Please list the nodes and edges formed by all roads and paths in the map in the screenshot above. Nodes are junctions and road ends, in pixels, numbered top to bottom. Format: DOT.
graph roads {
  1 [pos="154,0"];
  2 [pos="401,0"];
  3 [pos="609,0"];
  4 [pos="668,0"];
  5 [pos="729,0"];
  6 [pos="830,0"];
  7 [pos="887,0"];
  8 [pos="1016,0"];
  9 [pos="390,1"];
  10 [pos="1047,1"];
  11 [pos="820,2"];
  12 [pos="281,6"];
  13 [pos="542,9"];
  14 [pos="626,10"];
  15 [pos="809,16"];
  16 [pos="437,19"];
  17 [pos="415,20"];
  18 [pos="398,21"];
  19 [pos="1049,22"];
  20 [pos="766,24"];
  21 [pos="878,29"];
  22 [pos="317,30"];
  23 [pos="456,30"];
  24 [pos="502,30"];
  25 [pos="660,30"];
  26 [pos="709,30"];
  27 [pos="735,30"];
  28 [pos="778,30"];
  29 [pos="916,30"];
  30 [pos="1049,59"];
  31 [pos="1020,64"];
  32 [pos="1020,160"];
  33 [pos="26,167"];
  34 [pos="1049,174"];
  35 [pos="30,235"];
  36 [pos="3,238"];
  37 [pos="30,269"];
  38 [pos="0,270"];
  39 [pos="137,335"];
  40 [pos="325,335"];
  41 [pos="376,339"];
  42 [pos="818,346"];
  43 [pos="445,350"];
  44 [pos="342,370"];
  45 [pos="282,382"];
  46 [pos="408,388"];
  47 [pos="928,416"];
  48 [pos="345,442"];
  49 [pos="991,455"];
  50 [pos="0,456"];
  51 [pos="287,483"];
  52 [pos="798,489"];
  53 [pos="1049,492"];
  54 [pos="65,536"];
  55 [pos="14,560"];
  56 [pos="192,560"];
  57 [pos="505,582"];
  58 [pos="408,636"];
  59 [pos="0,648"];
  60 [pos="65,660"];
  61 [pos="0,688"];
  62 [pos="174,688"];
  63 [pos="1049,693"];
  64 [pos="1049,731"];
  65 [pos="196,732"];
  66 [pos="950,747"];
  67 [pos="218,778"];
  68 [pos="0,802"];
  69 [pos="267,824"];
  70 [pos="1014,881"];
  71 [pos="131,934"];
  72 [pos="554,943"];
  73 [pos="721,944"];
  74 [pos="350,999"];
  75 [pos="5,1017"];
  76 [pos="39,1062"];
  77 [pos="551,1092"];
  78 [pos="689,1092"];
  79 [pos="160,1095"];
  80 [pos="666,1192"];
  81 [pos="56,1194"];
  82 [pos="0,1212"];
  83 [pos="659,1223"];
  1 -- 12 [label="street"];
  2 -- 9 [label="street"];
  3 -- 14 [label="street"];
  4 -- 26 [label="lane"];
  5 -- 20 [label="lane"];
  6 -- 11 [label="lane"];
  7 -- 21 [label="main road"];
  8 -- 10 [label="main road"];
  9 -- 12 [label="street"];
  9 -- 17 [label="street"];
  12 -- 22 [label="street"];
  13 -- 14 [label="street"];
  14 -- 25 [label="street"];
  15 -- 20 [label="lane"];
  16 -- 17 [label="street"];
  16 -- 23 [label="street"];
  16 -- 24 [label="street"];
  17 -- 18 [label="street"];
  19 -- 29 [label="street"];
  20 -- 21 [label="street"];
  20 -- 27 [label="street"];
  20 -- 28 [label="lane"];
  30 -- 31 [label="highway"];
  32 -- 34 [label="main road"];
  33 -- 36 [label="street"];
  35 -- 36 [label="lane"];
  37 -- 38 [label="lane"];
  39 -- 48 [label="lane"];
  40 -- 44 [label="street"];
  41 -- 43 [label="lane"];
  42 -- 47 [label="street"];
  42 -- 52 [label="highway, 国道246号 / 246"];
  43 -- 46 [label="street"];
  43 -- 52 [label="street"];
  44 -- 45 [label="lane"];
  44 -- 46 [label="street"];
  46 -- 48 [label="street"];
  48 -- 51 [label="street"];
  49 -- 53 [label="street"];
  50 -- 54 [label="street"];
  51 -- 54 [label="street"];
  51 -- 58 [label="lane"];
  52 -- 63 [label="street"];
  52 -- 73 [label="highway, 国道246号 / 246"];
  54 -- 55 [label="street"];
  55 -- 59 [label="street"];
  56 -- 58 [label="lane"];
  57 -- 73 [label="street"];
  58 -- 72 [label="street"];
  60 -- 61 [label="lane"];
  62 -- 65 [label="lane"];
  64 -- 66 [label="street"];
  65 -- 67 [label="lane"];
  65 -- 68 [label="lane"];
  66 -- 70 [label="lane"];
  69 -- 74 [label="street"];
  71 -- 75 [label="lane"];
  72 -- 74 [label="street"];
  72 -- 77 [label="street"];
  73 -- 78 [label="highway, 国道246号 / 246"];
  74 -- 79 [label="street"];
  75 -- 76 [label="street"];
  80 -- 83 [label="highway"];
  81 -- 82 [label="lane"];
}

****************************************

Within the listing above, tally the lines where the word "main" occurs and write only the total.

3